Required work
What is needed is an exact copy of all the entries below.
── Given data
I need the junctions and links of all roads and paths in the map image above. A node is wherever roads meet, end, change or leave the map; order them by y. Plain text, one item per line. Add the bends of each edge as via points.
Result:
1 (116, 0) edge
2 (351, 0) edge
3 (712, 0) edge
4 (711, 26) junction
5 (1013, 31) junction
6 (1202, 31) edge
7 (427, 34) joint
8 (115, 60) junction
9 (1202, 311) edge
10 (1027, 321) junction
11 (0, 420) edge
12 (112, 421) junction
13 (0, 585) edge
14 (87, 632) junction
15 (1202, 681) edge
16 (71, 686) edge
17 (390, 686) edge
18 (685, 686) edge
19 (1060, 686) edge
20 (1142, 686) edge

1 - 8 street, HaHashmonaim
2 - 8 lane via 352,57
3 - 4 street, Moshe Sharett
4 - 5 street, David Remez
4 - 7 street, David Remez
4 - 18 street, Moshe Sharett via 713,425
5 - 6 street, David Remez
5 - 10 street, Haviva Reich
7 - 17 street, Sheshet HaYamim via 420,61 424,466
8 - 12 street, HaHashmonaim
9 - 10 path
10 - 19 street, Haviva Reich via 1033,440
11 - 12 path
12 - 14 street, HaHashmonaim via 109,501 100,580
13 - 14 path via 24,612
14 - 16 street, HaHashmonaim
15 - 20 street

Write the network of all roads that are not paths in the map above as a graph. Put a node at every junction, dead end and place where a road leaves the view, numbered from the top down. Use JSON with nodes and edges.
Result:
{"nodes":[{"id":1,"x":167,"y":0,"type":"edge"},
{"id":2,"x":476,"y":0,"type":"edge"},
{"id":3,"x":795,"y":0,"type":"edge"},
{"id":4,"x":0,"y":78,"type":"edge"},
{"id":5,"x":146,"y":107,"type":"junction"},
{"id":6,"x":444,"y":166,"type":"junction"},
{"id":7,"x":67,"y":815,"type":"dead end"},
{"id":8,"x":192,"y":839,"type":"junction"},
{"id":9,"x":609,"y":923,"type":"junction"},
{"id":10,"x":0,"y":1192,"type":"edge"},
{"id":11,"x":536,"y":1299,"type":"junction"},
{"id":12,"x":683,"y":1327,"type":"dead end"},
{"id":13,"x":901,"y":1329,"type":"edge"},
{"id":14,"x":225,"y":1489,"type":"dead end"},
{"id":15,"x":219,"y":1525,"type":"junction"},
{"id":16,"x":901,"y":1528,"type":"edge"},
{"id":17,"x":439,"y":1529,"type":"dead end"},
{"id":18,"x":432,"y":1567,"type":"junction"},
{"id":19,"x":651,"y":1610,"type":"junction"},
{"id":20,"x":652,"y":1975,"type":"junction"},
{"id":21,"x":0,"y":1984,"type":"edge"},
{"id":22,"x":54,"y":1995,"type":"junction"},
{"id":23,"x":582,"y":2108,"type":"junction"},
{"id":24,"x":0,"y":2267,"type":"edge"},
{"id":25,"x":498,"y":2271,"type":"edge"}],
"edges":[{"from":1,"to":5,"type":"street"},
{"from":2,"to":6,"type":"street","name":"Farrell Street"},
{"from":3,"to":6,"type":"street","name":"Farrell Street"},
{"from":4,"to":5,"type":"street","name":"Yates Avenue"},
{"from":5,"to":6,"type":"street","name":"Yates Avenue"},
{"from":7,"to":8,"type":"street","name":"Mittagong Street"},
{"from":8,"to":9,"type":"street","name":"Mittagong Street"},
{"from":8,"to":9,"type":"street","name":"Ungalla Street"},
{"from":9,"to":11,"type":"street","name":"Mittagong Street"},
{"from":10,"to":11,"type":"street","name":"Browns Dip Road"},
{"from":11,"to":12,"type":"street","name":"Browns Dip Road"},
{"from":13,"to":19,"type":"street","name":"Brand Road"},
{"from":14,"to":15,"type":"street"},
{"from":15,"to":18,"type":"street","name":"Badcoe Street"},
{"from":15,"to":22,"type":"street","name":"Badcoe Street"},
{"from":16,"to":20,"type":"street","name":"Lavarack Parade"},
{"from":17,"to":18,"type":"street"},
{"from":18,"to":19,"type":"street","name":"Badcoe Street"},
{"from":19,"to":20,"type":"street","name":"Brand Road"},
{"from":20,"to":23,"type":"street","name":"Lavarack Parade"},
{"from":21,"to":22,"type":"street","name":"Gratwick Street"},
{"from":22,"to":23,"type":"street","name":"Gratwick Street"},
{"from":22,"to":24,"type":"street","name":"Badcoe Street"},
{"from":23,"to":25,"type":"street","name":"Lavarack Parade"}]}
────
The answer
I need the junctions and links of all roads and paths in the map image above. A node is wherever roads meet, end, change or leave the map; order them by y. Plain text, one item per line. Add the bends of each edge as via points.
Result:
1 (116, 0) edge
2 (351, 0) edge
3 (712, 0) edge
4 (711, 26) junction
5 (1013, 31) junction
6 (1202, 31) edge
7 (427, 34) joint
8 (115, 60) junction
9 (1202, 311) edge
10 (1027, 321) junction
11 (0, 420) edge
12 (112, 421) junction
13 (0, 585) edge
14 (87, 632) junction
15 (1202, 681) edge
16 (71, 686) edge
17 (390, 686) edge
18 (685, 686) edge
19 (1060, 686) edge
20 (1142, 686) edge

1 - 8 street, HaHashmonaim
2 - 8 lane via 352,57
3 - 4 street, Moshe Sharett
4 - 5 street, David Remez
4 - 7 street, David Remez
4 - 18 street, Moshe Sharett via 713,425
5 - 6 street, David Remez
5 - 10 street, Haviva Reich
7 - 17 street, Sheshet HaYamim via 420,61 424,466
8 - 12 street, HaHashmonaim
9 - 10 path
10 - 19 street, Haviva Reich via 1033,440
11 - 12 path
12 - 14 street, HaHashmonaim via 109,501 100,580
13 - 14 path via 24,612
14 - 16 street, HaHashmonaim
15 - 20 street

Write the network of all roads that are not paths in the map above as a graph. Put a node at every junction, dead end and place where a road leaves the view, numbered from the top down. Use JSON with nodes and edges.
Result:
{"nodes":[{"id":1,"x":167,"y":0,"type":"edge"},
{"id":2,"x":476,"y":0,"type":"edge"},
{"id":3,"x":795,"y":0,"type":"edge"},
{"id":4,"x":0,"y":78,"type":"edge"},
{"id":5,"x":146,"y":107,"type":"junction"},
{"id":6,"x":444,"y":166,"type":"junction"},
{"id":7,"x":67,"y":815,"type":"dead end"},
{"id":8,"x":192,"y":839,"type":"junction"},
{"id":9,"x":609,"y":923,"type":"junction"},
{"id":10,"x":0,"y":1192,"type":"edge"},
{"id":11,"x":536,"y":1299,"type":"junction"},
{"id":12,"x":683,"y":1327,"type":"dead end"},
{"id":13,"x":901,"y":1329,"type":"edge"},
{"id":14,"x":225,"y":1489,"type":"dead end"},
{"id":15,"x":219,"y":1525,"type":"junction"},
{"id":16,"x":901,"y":1528,"type":"edge"},
{"id":17,"x":439,"y":1529,"type":"dead end"},
{"id":18,"x":432,"y":1567,"type":"junction"},
{"id":19,"x":651,"y":1610,"type":"junction"},
{"id":20,"x":652,"y":1975,"type":"junction"},
{"id":21,"x":0,"y":1984,"type":"edge"},
{"id":22,"x":54,"y":1995,"type":"junction"},
{"id":23,"x":582,"y":2108,"type":"junction"},
{"id":24,"x":0,"y":2267,"type":"edge"},
{"id":25,"x":498,"y":2271,"type":"edge"}],
"edges":[{"from":1,"to":5,"type":"street"},
{"from":2,"to":6,"type":"street","name":"Farrell Street"},
{"from":3,"to":6,"type":"street","name":"Farrell Street"},
{"from":4,"to":5,"type":"street","name":"Yates Avenue"},
{"from":5,"to":6,"type":"street","name":"Yates Avenue"},
{"from":7,"to":8,"type":"street","name":"Mittagong Street"},
{"from":8,"to":9,"type":"street","name":"Mittagong Street"},
{"from":8,"to":9,"type":"street","name":"Ungalla Street"},
{"from":9,"to":11,"type":"street","name":"Mittagong Street"},
{"from":10,"to":11,"type":"street","name":"Browns Dip Road"},
{"from":11,"to":12,"type":"street","name":"Browns Dip Road"},
{"from":13,"to":19,"type":"street","name":"Brand Road"},
{"from":14,"to":15,"type":"street"},
{"from":15,"to":18,"type":"street","name":"Badcoe Street"},
{"from":15,"to":22,"type":"street","name":"Badcoe Street"},
{"from":16,"to":20,"type":"street","name":"Lavarack Parade"},
{"from":17,"to":18,"type":"street"},
{"from":18,"to":19,"type":"street","name":"Badcoe Street"},
{"from":19,"to":20,"type":"street","name":"Brand Road"},
{"from":20,"to":23,"type":"street","name":"Lavarack Parade"},
{"from":21,"to":22,"type":"street","name":"Gratwick Street"},
{"from":22,"to":23,"type":"street","name":"Gratwick Street"},
{"from":22,"to":24,"type":"street","name":"Badcoe Street"},
{"from":23,"to":25,"type":"street","name":"Lavarack Parade"}]}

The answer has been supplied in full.